Beide Wörterbuch-Typen laden zunächst eingebaute Default-Werte aus der Assembly und suchen dann nach Anpassungen auf Benutzerebene.

Material

Im ParameterDictionary wird für jeden Parameter neben dem Kanonischen Namen auch hinterlegt, aus welchem Material er bestimmt wird. Beim Parsen der Lauris-Ausgabe wird festgelegt, um welches Material es sich handelt. Auf diese Weise wird ermöglicht, bei der späteren Ausgabe mit einfacher Notation z.B. zwischen Serum-Natrium (S-Na) und Urin-Natrium (U-Na) bzw.

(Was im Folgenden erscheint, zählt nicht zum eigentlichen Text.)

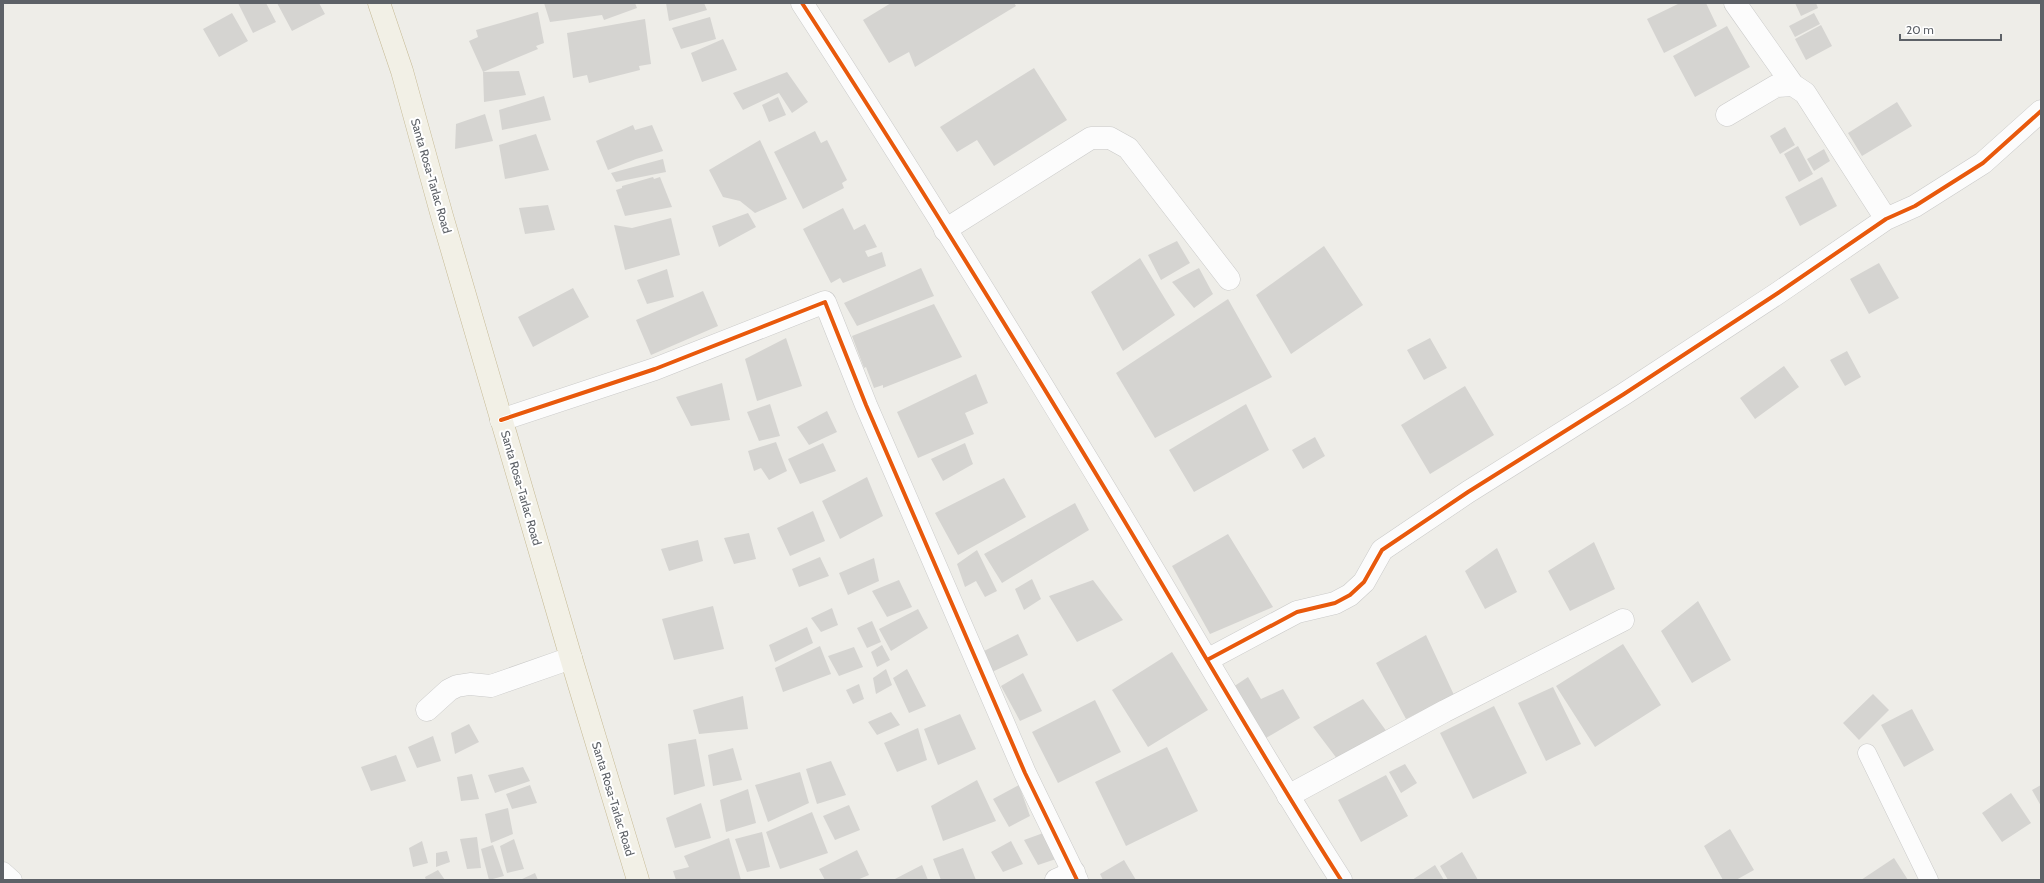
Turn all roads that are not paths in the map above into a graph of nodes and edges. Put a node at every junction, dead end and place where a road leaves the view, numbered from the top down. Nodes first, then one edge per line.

Sammelurin-Natrium (SU-Na) zu unterscheiden.

Die Materialien sind in der Enumeration zaaReloaded2.Models.Materials definiert.

Textdateien zur Konfiguration

Um Anpassungen zu erleichtern und nicht jedes Mal eine neue Version der Binärdateien zu erfordern, werden für die Wörterbücher einfache Textdateien verwendet.

  • Datensätze in Zeilen
  • Felder in durch Leerzeichen getrennten Zeilen
  • Leerzeichen in Werten erfordern Anführungstriche (Bsp. s.u.)
  • Drei Trennstriche --- markieren ein leeres Feld.
  • Alles nach einer Raute # wird ignoriert
  • Leere Zeilen werden ignoriert

ParameterDictionary

Das ParameterDictionary wird aus einer Textdatei folgenden Formats generiert:

# LAURIS-NAME                      "KANONISCHER NAME"   MATERIAL   "IMMER REFERENZBEREICH"
"Lactat Dehydrogenase"             LDH                  S
"Cystatin C"                       ---                  S           X
"glomerul.  Filtrationsr. CKD-EP"  "eGFR (CKD-EPI)"     S

Das Feld MATERIAL muß ein Material-Kürzel enthalten (zu Materialien siehe oben). Die Material-Kürzel sind fest einprogrammiert (s.o.). Wenn kein Material angegeben ist (in der Spalte also gar nichts steht oder ---), wird Serum angenommen, weil das das häufigste ist.

Wenn IMMER REFERENZBEREICH leer ist, wird "nein" angenommen. Alles andere wie z.B. X bedeutet "ja".

Die drei Trennstriche --- in der Zeile "Cystacin C" bedeuten, daß zaaReloaded2 den Lauris-Namen als kanonischen Namen verwenden soll.

UnitDictionary

Das UnitDictionary wird aus einer Textdatei folgenden Formats generiert:

# LAURIS-EINHEIT   "KANONISCHE EINHEIT"
ml/min /1,73qm     ml/min/1,73 m²

Wenn eine Lauris-Einheit nicht in dieser Tabelle enthalten ist, wird sie so, wie sie ist, für die Ausgabe von zaaReloaded2 verwendet.

Referenzbereiche

Wenn bei jedem Laborparameter die Referenzbereiche angegeben werden, wird die Ausgabe unübersichtlich -- siehe Lauris. Viele Laborparameter haben Standard-Referenzbereiche, die sich zwischen den Laboren nicht oder nur geringfügig unterscheiden (bspw. Hämoglobin).

zaaReloaded2 kann so konfiguriert werden, daß Referenzbereiche entweder nie, nur bei gesondert markierten Parametern, bei gesondert markierten oder nicht-normalen Parametern oder immer mit ausgegeben werden:

  • nie
  • besondere Parameter (z.B. Cystatin C, wo viele den Referenzbereich nicht kennen dürften)
  • besondere Parameter + nicht-normale Parameter
  • immer

Die Markierung besonderer Parameter erfolgt in der Textdatei, aus der das zaaReloaded2.Dictionaries.ParameterDictionary generiert wird (s.o.).